The AWS S3 storage provider enables NPipeline applications to read from and write to Amazon S3 buckets using a unified storage abstraction. This provider implements the IStorageProvider interface and supports the s3:// URI scheme.

Overview

The AWS S3 storage provider provides seamless integration with Amazon S3. It offers:

  • Stream-based I/O for efficient handling of large files
  • Async-first API for scalable, non-blocking operations
  • Flexible authentication via AWS credential chain, explicit credentials, or IAM roles
  • Region-aware endpoint selection with support for all AWS regions
  • Multipart upload for large files (configurable threshold, default 64 MB)
  • Comprehensive error handling with proper exception translation
  • Metadata support for retrieving object metadata
  • Listing operations with recursive and non-recursive modes

When to Use This Provider

Use the AWS S3 storage provider when your application needs to:

  • Store and retrieve data in Amazon S3 buckets
  • Integrate cloud storage into NPipeline data streamlines
  • Leverage the AWS credential chain (environment variables, credential files, IAM roles)
  • Use different regions and AWS features
  • Handle large files through streaming and multipart uploads

For S3-Compatible Endpoints: If you need to use MinIO, DigitalOcean Spaces, Cloudflare R2, or other S3-compatible services, use the S3-Compatible Storage Provider instead.
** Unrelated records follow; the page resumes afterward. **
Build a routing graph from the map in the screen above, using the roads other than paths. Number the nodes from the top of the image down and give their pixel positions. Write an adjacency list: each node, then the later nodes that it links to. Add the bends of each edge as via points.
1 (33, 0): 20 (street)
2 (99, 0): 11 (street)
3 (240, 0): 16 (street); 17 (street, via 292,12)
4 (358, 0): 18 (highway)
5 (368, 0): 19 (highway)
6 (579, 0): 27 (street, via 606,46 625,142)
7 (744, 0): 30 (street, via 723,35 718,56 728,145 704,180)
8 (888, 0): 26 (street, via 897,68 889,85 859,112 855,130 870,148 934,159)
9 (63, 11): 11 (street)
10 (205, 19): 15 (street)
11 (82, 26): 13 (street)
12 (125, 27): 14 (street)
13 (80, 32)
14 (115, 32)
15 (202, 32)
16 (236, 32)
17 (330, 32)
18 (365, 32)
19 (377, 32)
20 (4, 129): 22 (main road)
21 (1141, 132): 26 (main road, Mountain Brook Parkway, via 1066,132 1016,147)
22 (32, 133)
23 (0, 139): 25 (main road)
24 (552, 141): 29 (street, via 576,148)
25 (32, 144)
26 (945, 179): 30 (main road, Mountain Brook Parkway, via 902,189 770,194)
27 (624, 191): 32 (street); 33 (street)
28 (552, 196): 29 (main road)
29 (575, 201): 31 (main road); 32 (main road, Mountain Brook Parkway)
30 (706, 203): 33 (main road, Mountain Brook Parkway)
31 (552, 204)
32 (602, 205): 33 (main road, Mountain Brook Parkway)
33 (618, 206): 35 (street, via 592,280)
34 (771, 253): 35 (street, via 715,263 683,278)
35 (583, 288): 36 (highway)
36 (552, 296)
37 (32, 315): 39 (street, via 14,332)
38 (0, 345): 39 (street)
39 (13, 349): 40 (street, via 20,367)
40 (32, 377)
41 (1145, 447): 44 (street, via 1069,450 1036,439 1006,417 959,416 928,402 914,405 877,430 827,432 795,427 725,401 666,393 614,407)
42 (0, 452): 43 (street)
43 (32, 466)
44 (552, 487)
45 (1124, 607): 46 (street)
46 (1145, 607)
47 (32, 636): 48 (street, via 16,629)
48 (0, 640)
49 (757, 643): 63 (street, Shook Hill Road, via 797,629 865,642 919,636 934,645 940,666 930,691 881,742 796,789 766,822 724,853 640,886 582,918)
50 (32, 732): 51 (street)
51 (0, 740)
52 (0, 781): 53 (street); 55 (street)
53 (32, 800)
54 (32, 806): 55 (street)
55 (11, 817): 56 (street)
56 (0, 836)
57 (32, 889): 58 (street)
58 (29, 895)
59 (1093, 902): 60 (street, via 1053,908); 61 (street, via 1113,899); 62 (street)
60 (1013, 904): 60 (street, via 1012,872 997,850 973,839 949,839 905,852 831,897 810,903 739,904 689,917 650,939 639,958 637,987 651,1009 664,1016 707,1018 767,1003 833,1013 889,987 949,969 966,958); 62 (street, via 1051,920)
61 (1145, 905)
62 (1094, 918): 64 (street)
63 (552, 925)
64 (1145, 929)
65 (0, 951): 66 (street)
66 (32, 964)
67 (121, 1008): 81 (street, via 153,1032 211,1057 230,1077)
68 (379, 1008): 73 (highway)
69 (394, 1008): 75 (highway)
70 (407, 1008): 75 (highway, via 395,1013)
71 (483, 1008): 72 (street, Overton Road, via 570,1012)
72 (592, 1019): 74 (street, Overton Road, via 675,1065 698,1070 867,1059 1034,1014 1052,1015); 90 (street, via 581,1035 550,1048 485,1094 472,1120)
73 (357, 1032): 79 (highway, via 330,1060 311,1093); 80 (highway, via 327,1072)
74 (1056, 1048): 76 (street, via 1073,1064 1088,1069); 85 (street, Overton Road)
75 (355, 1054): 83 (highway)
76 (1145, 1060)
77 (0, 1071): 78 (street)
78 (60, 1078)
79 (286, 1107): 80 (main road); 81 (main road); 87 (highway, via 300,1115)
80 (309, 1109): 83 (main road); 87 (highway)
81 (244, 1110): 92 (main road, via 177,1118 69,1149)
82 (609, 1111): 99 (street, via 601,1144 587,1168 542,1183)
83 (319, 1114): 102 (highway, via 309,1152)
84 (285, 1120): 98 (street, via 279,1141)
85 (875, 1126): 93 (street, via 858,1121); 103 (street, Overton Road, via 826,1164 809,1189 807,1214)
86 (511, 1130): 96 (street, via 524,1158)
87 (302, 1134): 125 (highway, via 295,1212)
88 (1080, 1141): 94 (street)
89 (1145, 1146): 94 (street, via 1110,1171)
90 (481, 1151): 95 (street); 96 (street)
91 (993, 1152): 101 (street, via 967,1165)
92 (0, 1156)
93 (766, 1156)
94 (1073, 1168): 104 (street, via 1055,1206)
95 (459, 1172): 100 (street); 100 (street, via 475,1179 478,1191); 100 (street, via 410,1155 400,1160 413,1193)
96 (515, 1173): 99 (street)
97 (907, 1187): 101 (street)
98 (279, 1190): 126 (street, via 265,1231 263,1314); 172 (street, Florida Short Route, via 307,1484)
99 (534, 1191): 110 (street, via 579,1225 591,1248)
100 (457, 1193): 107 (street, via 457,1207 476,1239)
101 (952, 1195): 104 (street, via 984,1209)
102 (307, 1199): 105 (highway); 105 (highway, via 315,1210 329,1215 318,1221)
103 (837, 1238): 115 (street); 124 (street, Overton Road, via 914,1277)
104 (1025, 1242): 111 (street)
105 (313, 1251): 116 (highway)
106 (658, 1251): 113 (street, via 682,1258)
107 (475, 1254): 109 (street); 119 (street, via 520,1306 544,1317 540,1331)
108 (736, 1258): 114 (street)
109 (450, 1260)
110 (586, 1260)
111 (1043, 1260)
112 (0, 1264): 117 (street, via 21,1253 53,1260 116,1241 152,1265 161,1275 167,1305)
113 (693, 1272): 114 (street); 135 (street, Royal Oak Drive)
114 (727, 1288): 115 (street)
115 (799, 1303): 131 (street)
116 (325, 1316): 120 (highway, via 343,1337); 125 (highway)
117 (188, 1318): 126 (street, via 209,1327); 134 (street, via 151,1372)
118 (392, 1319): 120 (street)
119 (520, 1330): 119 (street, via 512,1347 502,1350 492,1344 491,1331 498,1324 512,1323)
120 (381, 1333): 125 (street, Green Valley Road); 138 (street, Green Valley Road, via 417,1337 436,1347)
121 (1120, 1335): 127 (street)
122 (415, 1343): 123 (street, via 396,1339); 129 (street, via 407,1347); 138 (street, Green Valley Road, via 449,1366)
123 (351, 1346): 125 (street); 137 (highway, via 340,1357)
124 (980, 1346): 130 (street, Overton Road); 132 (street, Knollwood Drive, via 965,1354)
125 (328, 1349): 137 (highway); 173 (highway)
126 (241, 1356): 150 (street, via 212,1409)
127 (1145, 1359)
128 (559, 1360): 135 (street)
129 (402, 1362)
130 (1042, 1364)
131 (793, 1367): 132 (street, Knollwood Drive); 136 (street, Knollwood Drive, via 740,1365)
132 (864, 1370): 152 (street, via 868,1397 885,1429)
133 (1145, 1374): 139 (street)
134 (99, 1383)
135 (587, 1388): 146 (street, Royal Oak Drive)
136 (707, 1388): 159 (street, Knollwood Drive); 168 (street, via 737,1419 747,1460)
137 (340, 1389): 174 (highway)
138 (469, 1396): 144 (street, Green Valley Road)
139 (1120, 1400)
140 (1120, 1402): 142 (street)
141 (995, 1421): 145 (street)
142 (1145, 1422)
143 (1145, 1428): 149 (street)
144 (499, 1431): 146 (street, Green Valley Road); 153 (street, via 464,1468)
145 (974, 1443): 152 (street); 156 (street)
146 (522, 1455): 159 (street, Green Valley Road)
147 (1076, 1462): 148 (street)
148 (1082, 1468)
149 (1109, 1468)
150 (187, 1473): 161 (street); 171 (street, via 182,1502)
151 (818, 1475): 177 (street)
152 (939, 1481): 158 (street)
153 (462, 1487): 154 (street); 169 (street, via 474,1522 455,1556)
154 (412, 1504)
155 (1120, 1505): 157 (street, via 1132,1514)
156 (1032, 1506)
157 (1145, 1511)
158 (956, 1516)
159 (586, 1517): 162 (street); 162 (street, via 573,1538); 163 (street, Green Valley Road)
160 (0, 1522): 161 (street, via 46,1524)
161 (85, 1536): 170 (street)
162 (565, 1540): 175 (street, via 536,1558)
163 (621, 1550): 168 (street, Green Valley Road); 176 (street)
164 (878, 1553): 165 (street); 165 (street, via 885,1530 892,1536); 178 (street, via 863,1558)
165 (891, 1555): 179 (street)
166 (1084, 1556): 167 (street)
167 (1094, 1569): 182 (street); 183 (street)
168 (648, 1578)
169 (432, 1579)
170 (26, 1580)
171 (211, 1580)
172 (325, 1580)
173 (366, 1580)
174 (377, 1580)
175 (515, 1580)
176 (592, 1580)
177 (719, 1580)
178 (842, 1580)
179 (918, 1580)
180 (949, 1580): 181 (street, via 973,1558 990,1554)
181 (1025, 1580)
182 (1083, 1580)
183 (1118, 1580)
It's optimized for static credentials and custom endpoints without AWS IAM complexity.

Dependencies

The AWS S3 storage provider depends on the following packages:

  • AWSSDK.S3 - AWS SDK for S3 operations
  • AWSSDK.Core - Core AWS SDK functionality
  • NPipeline.StorageProviders.S3 - Shared S3 core functionality (base classes, shared types)
  • NPipeline.StorageProviders - Core storage abstractions (IStorageProvider, StorageUri, StorageItem, StorageMetadata, StorageProviderMetadata, StorageResolverOptions)

Key Storage Types

Note: The shared storage types (IStorageProvider, StorageUri, StorageItem, StorageMetadata, StorageProviderMetadata, StorageResolverOptions) are common across all NPipeline storage providers. Refer to the Storage Provider Interface documentation for details on these types.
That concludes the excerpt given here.